» TASK PROMPT: Without the pictures, repeat all of the data exactly as it appears below.

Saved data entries
[Start of Attachment]
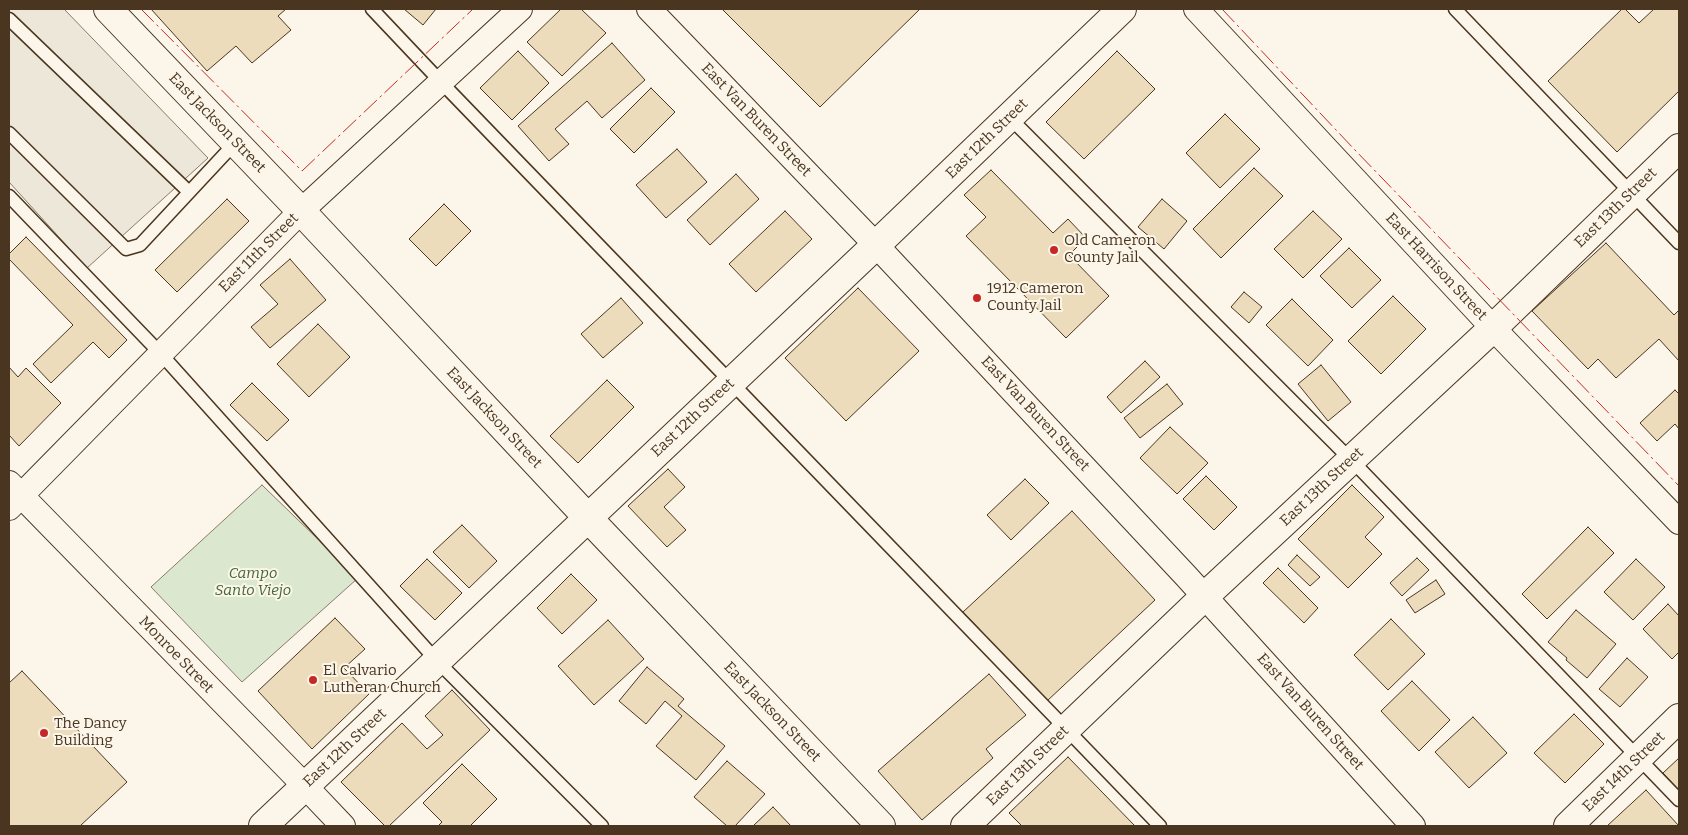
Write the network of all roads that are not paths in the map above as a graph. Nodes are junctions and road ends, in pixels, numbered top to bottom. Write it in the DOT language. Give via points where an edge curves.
graph roads {
  1 [pos="108,9"];
  2 [pos="372,9"];
  3 [pos="520,9"];
  4 [pos="649,9"];
  5 [pos="1122,9"];
  6 [pos="1196,9"];
  7 [pos="1455,9"];
  8 [pos="9,19"];
  9 [pos="441,82"];
  10 [pos="1010,117"];
  11 [pos="9,133"];
  12 [pos="236,142"];
  13 [pos="1679,148"];
  14 [pos="189,192"];
  15 [pos="1632,193"];
  16 [pos="9,196"];
  17 [pos="302,211"];
  18 [pos="1679,243"];
  19 [pos="876,245"];
  20 [pos="1493,328"];
  21 [pos="161,354"];
  22 [pos="732,382"];
  23 [pos="1351,460"];
  24 [pos="13,496"];
  25 [pos="588,518"];
  26 [pos="1679,522"];
  27 [pos="1205,596"];
  28 [pos="437,661"];
  29 [pos="1679,718"];
  30 [pos="1067,729"];
  31 [pos="1639,757"];
  32 [pos="305,786"];
  33 [pos="1679,800"];
  34 [pos="263,826"];
  35 [pos="343,826"];
  36 [pos="602,826"];
  37 [pos="881,826"];
  38 [pos="965,826"];
  39 [pos="1160,826"];
  40 [pos="1413,826"];
  41 [pos="1568,826"];
  1 -- 12 [label="main road, East Jackson Street"];
  2 -- 9 [label="lane"];
  3 -- 9 [label="street, East 11th Street"];
  4 -- 19 [label="street, East Van Buren Street"];
  5 -- 10 [label="main road, East 12th Street"];
  6 -- 20 [label="street, East Harrison Street"];
  7 -- 15 [label="lane"];
  8 -- 14 [label="lane"];
  9 -- 17 [label="street, East 11th Street"];
  9 -- 22 [label="lane"];
  10 -- 19 [label="main road, East 12th Street"];
  10 -- 23 [label="lane"];
  11 -- 14 [label="lane" via="126,249 140,245"];
  12 -- 14 [label="lane"];
  12 -- 17 [label="main road, East Jackson Street"];
  13 -- 15 [label="main road, East 13th Street"];
  15 -- 18 [label="lane"];
  15 -- 20 [label="main road, East 13th Street"];
  16 -- 21 [label="lane"];
  17 -- 21 [label="street, East 11th Street"];
  17 -- 25 [label="main road, East Jackson Street"];
  19 -- 22 [label="main road, East 12th Street"];
  19 -- 27 [label="street, East Van Buren Street"];
  20 -- 23 [label="main road, East 13th Street"];
  20 -- 26 [label="street, East Harrison Street"];
  21 -- 24 [label="street, East 11th Street"];
  21 -- 28 [label="lane"];
  22 -- 25 [label="main road, East 12th Street"];
  22 -- 30 [label="lane"];
  23 -- 27 [label="main road, East 13th Street"];
  23 -- 31 [label="lane"];
  24 -- 32 [label="street, Monroe Street"];
  25 -- 28 [label="main road, East 12th Street"];
  25 -- 37 [label="main road, East Jackson Street"];
  27 -- 30 [label="main road, East 13th Street"];
  27 -- 40 [label="street, East Van Buren Street"];
  28 -- 32 [label="main road, East 12th Street"];
  28 -- 36 [label="lane"];
  29 -- 31 [label="main road, East 14th Street"];
  30 -- 38 [label="main road, East 13th Street"];
  30 -- 39 [label="lane"];
  31 -- 33 [label="lane"];
  31 -- 41 [label="main road, East 14th Street"];
  32 -- 34 [label="main road, East 12th Street"];
  32 -- 35 [label="street, Monroe Street"];
}
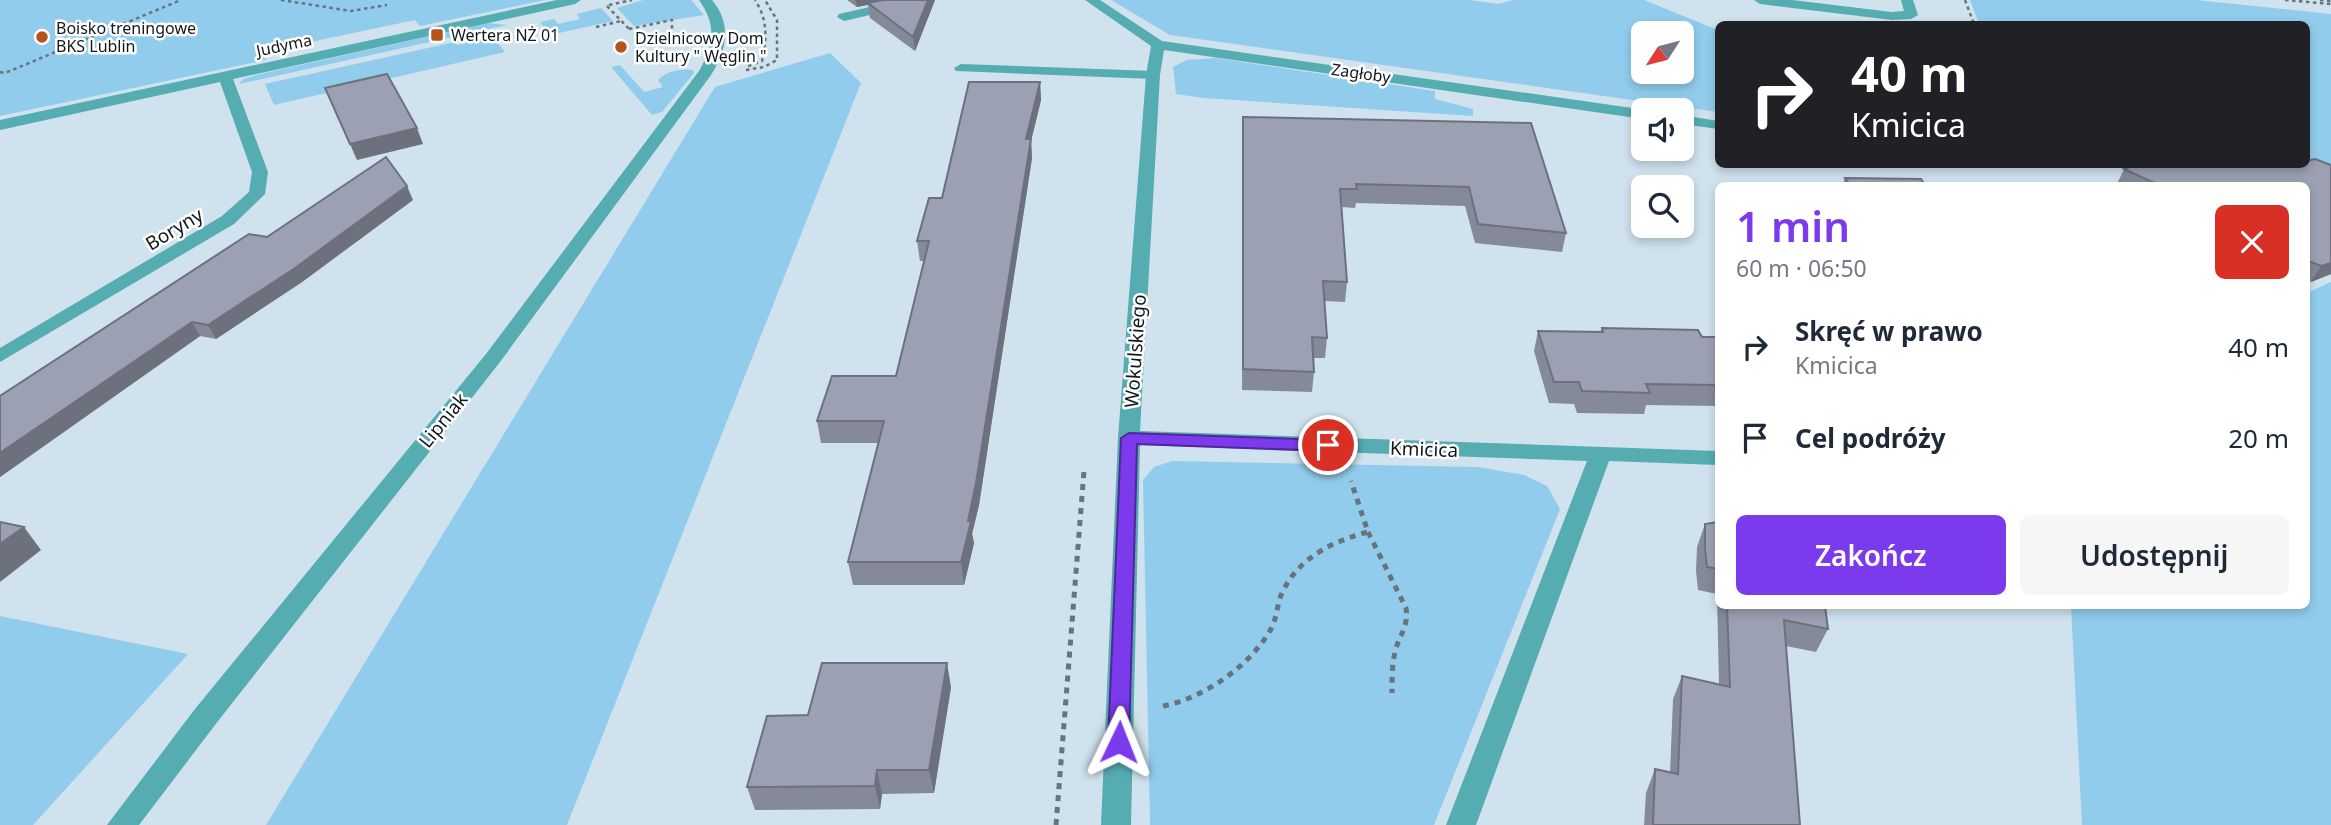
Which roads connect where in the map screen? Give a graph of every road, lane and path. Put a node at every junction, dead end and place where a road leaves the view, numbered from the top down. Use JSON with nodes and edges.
{"nodes":[{"id":1,"x":181,"y":0,"type":"edge"},
{"id":2,"x":281,"y":0,"type":"edge"},
{"id":3,"x":575,"y":0,"type":"edge"},
{"id":4,"x":705,"y":0,"type":"edge"},
{"id":5,"x":765,"y":0,"type":"edge"},
{"id":6,"x":916,"y":0,"type":"edge"},
{"id":7,"x":1091,"y":0,"type":"edge"},
{"id":8,"x":1760,"y":0,"type":"edge"},
{"id":9,"x":1907,"y":0,"type":"edge"},
{"id":10,"x":1965,"y":0,"type":"edge"},
{"id":11,"x":2285,"y":0,"type":"edge"},
{"id":12,"x":2320,"y":0,"type":"edge"},
{"id":13,"x":2331,"y":3,"type":"edge"},
{"id":14,"x":607,"y":6,"type":"dead end"},
{"id":15,"x":351,"y":10,"type":"dead end"},
{"id":16,"x":844,"y":17,"type":"dead end"},
{"id":17,"x":1973,"y":21,"type":"edge"},
{"id":18,"x":672,"y":40,"type":"dead end"},
{"id":19,"x":1158,"y":45,"type":"junction"},
{"id":20,"x":961,"y":68,"type":"dead end"},
{"id":21,"x":0,"y":72,"type":"edge"},
{"id":22,"x":706,"y":72,"type":"junction"},
{"id":23,"x":1153,"y":75,"type":"junction"},
{"id":24,"x":225,"y":76,"type":"junction"},
{"id":25,"x":1631,"y":112,"type":"edge"},
{"id":26,"x":1694,"y":122,"type":"edge"},
{"id":27,"x":0,"y":125,"type":"edge"},
{"id":28,"x":1715,"y":125,"type":"edge"},
{"id":29,"x":0,"y":356,"type":"edge"},
{"id":30,"x":1129,"y":438,"type":"junction"},
{"id":31,"x":1600,"y":455,"type":"junction"},
{"id":32,"x":1715,"y":458,"type":"edge"},
{"id":33,"x":1349,"y":476,"type":"dead end"},
{"id":34,"x":1368,"y":532,"type":"junction"},
{"id":35,"x":1392,"y":693,"type":"dead end"},
{"id":36,"x":1158,"y":706,"type":"dead end"},
{"id":37,"x":122,"y":825,"type":"edge"},
{"id":38,"x":1116,"y":825,"type":"edge"},
{"id":39,"x":1461,"y":825,"type":"edge"}],
"edges":[{"from":1,"to":21,"type":"path"},
{"from":2,"to":15,"type":"path"},
{"from":3,"to":24,"type":"street","name":"Judyma"},
{"from":4,"to":22,"type":"street","name":"Lipniak"},
{"from":5,"to":22,"type":"path"},
{"from":6,"to":16,"type":"street"},
{"from":7,"to":19,"type":"street","name":"Zagłoby"},
{"from":8,"to":9,"type":"street"},
{"from":10,"to":17,"type":"path"},
{"from":11,"to":13,"type":"path"},
{"from":12,"to":13,"type":"path"},
{"from":14,"to":18,"type":"path"},
{"from":19,"to":23,"type":"street","name":"Wokulskiego"},
{"from":19,"to":25,"type":"street","name":"Zagłoby"},
{"from":20,"to":23,"type":"street"},
{"from":22,"to":37,"type":"street","name":"Lipniak"},
{"from":23,"to":30,"type":"street","name":"Wokulskiego"},
{"from":24,"to":27,"type":"street","name":"Judyma"},
{"from":24,"to":29,"type":"street","name":"Boryny"},
{"from":26,"to":28,"type":"street"},
{"from":30,"to":31,"type":"street","name":"Kmicica"},
{"from":30,"to":38,"type":"street","name":"Wokulskiego"},
{"from":31,"to":32,"type":"street","name":"Kmicica"},
{"from":31,"to":39,"type":"street"},
{"from":33,"to":34,"type":"path"},
{"from":34,"to":35,"type":"path"},
{"from":34,"to":36,"type":"path"}]}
[End of Attachment]
» THE COMPLETED TASK:
Write the network of all roads that are not paths in the map above as a graph. Nodes are junctions and road ends, in pixels, numbered top to bottom. Write it in the DOT language. Give via points where an edge curves.
graph roads {
  1 [pos="108,9"];
  2 [pos="372,9"];
  3 [pos="520,9"];
  4 [pos="649,9"];
  5 [pos="1122,9"];
  6 [pos="1196,9"];
  7 [pos="1455,9"];
  8 [pos="9,19"];
  9 [pos="441,82"];
  10 [pos="1010,117"];
  11 [pos="9,133"];
  12 [pos="236,142"];
  13 [pos="1679,148"];
  14 [pos="189,192"];
  15 [pos="1632,193"];
  16 [pos="9,196"];
  17 [pos="302,211"];
  18 [pos="1679,243"];
  19 [pos="876,245"];
  20 [pos="1493,328"];
  21 [pos="161,354"];
  22 [pos="732,382"];
  23 [pos="1351,460"];
  24 [pos="13,496"];
  25 [pos="588,518"];
  26 [pos="1679,522"];
  27 [pos="1205,596"];
  28 [pos="437,661"];
  29 [pos="1679,718"];
  30 [pos="1067,729"];
  31 [pos="1639,757"];
  32 [pos="305,786"];
  33 [pos="1679,800"];
  34 [pos="263,826"];
  35 [pos="343,826"];
  36 [pos="602,826"];
  37 [pos="881,826"];
  38 [pos="965,826"];
  39 [pos="1160,826"];
  40 [pos="1413,826"];
  41 [pos="1568,826"];
  1 -- 12 [label="main road, East Jackson Street"];
  2 -- 9 [label="lane"];
  3 -- 9 [label="street, East 11th Street"];
  4 -- 19 [label="street, East Van Buren Street"];
  5 -- 10 [label="main road, East 12th Street"];
  6 -- 20 [label="street, East Harrison Street"];
  7 -- 15 [label="lane"];
  8 -- 14 [label="lane"];
  9 -- 17 [label="street, East 11th Street"];
  9 -- 22 [label="lane"];
  10 -- 19 [label="main road, East 12th Street"];
  10 -- 23 [label="lane"];
  11 -- 14 [label="lane" via="126,249 140,245"];
  12 -- 14 [label="lane"];
  12 -- 17 [label="main road, East Jackson Street"];
  13 -- 15 [label="main road, East 13th Street"];
  15 -- 18 [label="lane"];
  15 -- 20 [label="main road, East 13th Street"];
  16 -- 21 [label="lane"];
  17 -- 21 [label="street, East 11th Street"];
  17 -- 25 [label="main road, East Jackson Street"];
  19 -- 22 [label="main road, East 12th Street"];
  19 -- 27 [label="street, East Van Buren Street"];
  20 -- 23 [label="main road, East 13th Street"];
  20 -- 26 [label="street, East Harrison Street"];
  21 -- 24 [label="street, East 11th Street"];
  21 -- 28 [label="lane"];
  22 -- 25 [label="main road, East 12th Street"];
  22 -- 30 [label="lane"];
  23 -- 27 [label="main road, East 13th Street"];
  23 -- 31 [label="lane"];
  24 -- 32 [label="street, Monroe Street"];
  25 -- 28 [label="main road, East 12th Street"];
  25 -- 37 [label="main road, East Jackson Street"];
  27 -- 30 [label="main road, East 13th Street"];
  27 -- 40 [label="street, East Van Buren Street"];
  28 -- 32 [label="main road, East 12th Street"];
  28 -- 36 [label="lane"];
  29 -- 31 [label="main road, East 14th Street"];
  30 -- 38 [label="main road, East 13th Street"];
  30 -- 39 [label="lane"];
  31 -- 33 [label="lane"];
  31 -- 41 [label="main road, East 14th Street"];
  32 -- 34 [label="main road, East 12th Street"];
  32 -- 35 [label="street, Monroe Street"];
}
Which roads connect where in the map screen? Give a graph of every road, lane and path. Put a node at every junction, dead end and place where a road leaves the view, numbered from the top down. Use JSON with nodes and edges.
{"nodes":[{"id":1,"x":181,"y":0,"type":"edge"},
{"id":2,"x":281,"y":0,"type":"edge"},
{"id":3,"x":575,"y":0,"type":"edge"},
{"id":4,"x":705,"y":0,"type":"edge"},
{"id":5,"x":765,"y":0,"type":"edge"},
{"id":6,"x":916,"y":0,"type":"edge"},
{"id":7,"x":1091,"y":0,"type":"edge"},
{"id":8,"x":1760,"y":0,"type":"edge"},
{"id":9,"x":1907,"y":0,"type":"edge"},
{"id":10,"x":1965,"y":0,"type":"edge"},
{"id":11,"x":2285,"y":0,"type":"edge"},
{"id":12,"x":2320,"y":0,"type":"edge"},
{"id":13,"x":2331,"y":3,"type":"edge"},
{"id":14,"x":607,"y":6,"type":"dead end"},
{"id":15,"x":351,"y":10,"type":"dead end"},
{"id":16,"x":844,"y":17,"type":"dead end"},
{"id":17,"x":1973,"y":21,"type":"edge"},
{"id":18,"x":672,"y":40,"type":"dead end"},
{"id":19,"x":1158,"y":45,"type":"junction"},
{"id":20,"x":961,"y":68,"type":"dead end"},
{"id":21,"x":0,"y":72,"type":"edge"},
{"id":22,"x":706,"y":72,"type":"junction"},
{"id":23,"x":1153,"y":75,"type":"junction"},
{"id":24,"x":225,"y":76,"type":"junction"},
{"id":25,"x":1631,"y":112,"type":"edge"},
{"id":26,"x":1694,"y":122,"type":"edge"},
{"id":27,"x":0,"y":125,"type":"edge"},
{"id":28,"x":1715,"y":125,"type":"edge"},
{"id":29,"x":0,"y":356,"type":"edge"},
{"id":30,"x":1129,"y":438,"type":"junction"},
{"id":31,"x":1600,"y":455,"type":"junction"},
{"id":32,"x":1715,"y":458,"type":"edge"},
{"id":33,"x":1349,"y":476,"type":"dead end"},
{"id":34,"x":1368,"y":532,"type":"junction"},
{"id":35,"x":1392,"y":693,"type":"dead end"},
{"id":36,"x":1158,"y":706,"type":"dead end"},
{"id":37,"x":122,"y":825,"type":"edge"},
{"id":38,"x":1116,"y":825,"type":"edge"},
{"id":39,"x":1461,"y":825,"type":"edge"}],
"edges":[{"from":1,"to":21,"type":"path"},
{"from":2,"to":15,"type":"path"},
{"from":3,"to":24,"type":"street","name":"Judyma"},
{"from":4,"to":22,"type":"street","name":"Lipniak"},
{"from":5,"to":22,"type":"path"},
{"from":6,"to":16,"type":"street"},
{"from":7,"to":19,"type":"street","name":"Zagłoby"},
{"from":8,"to":9,"type":"street"},
{"from":10,"to":17,"type":"path"},
{"from":11,"to":13,"type":"path"},
{"from":12,"to":13,"type":"path"},
{"from":14,"to":18,"type":"path"},
{"from":19,"to":23,"type":"street","name":"Wokulskiego"},
{"from":19,"to":25,"type":"street","name":"Zagłoby"},
{"from":20,"to":23,"type":"street"},
{"from":22,"to":37,"type":"street","name":"Lipniak"},
{"from":23,"to":30,"type":"street","name":"Wokulskiego"},
{"from":24,"to":27,"type":"street","name":"Judyma"},
{"from":24,"to":29,"type":"street","name":"Boryny"},
{"from":26,"to":28,"type":"street"},
{"from":30,"to":31,"type":"street","name":"Kmicica"},
{"from":30,"to":38,"type":"street","name":"Wokulskiego"},
{"from":31,"to":32,"type":"street","name":"Kmicica"},
{"from":31,"to":39,"type":"street"},
{"from":33,"to":34,"type":"path"},
{"from":34,"to":35,"type":"path"},
{"from":34,"to":36,"type":"path"}]}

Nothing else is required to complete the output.